С окончанием репетиции меня привели в какую то небольшую комнатуху, заваленную бумагами, книгами, одеждой. Если память мне не изменяет, то в торцевой стене, за занавескою находилась раковина. В ту пору он уже не был главным Малого, но остался в нём служить очередным режиссёром. Комната эта служила обиталищем Бориса Ивановича в театре. Подойдя к столу, он разгрёб его, освободив столешницу от каких — то бумаг, пьес, писаний, вынул затем из кармана брюк платок, протёр стол тщательным образом и пошёл мыть руки. Мыл он их долго. Я огляделся.
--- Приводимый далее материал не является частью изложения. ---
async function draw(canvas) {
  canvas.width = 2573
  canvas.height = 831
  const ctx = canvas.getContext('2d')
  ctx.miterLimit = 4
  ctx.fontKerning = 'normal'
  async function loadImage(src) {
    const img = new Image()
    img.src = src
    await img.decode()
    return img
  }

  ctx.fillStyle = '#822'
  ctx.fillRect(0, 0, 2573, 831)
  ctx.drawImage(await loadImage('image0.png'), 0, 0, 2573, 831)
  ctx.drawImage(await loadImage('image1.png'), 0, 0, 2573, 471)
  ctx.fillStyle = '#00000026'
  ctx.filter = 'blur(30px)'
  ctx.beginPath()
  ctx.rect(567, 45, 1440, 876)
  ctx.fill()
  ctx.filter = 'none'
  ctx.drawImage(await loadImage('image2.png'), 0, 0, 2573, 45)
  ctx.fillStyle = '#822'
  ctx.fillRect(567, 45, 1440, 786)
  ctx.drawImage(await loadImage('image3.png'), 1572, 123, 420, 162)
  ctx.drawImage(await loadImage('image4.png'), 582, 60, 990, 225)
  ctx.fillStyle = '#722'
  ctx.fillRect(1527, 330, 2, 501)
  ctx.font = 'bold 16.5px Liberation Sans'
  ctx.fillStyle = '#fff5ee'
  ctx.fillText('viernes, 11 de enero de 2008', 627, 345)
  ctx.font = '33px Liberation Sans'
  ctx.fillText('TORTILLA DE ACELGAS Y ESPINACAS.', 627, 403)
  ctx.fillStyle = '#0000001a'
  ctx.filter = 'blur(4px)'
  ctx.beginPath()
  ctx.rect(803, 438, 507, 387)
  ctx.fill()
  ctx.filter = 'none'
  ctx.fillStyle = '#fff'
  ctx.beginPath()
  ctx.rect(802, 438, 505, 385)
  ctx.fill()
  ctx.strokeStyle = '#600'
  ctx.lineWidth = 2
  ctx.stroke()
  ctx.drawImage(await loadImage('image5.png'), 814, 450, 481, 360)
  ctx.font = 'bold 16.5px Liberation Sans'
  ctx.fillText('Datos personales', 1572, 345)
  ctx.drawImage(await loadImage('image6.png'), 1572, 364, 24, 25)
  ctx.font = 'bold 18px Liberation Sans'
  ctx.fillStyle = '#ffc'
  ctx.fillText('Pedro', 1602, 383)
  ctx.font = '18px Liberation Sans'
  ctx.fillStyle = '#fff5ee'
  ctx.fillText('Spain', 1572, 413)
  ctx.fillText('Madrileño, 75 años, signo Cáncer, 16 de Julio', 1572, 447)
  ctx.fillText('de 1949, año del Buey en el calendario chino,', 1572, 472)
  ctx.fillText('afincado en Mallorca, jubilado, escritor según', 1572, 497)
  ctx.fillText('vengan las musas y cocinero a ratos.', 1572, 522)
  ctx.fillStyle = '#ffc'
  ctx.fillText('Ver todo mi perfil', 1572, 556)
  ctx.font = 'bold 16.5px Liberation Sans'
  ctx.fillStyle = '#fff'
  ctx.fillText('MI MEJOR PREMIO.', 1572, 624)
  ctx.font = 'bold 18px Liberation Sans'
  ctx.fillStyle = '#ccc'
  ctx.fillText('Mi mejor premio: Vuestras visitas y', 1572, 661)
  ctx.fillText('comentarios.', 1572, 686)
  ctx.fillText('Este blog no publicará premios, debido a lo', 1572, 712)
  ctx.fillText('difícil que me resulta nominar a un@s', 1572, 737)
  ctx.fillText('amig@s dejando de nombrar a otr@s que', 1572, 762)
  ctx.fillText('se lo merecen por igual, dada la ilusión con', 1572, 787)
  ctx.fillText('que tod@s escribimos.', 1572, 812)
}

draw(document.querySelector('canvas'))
На полу стояло множество бутылок из — под минералки — полезный реквизит, подумал я, который может восполнить отсутствие бумаги и карандашей, в сутолоке оставленных мною в гардеробе. Стажёр, сдав меня Равенских, смылся, а без него путь в гардероб я, по первости, не найду.

Вернувшись, Борис Иванович сел напротив за стол и, упёршись глазами в меня, спросил:

— Ты сам — то видел деревья над могилой Толстого вечером, утром, днём? Они из земли вырастают, а сама Ясная Поляна в землю уходит. Ты про это думал?

— Да, видел и думал.

В дальнейшем разговору о пространстве Льва Николаевича помогли нам бутылки. Я поднял их с пола и поставил перед ним на столе полукругом, как бы окантовав поляну, имитируя деревья. В нашем воображении возник округлый храм, напоминающий радиальные церкви времён русского классицизма, в народе именуемые «куличами». Он включился в игру, стал фантазировать, представляя храмовое пространство, объединяющее дом, дворянскую усадьбу, храм, мир, природу. И, успокоившись, согласился, что в таком пространстве можно будет ставить притчу Иона Друце о великом русском человеке — Толстом. После чего стал торопить меня, чтобы я быстрее ехал в Питер и срочно лудил эскизы, выгородку, макет и всё остальное по этой идее.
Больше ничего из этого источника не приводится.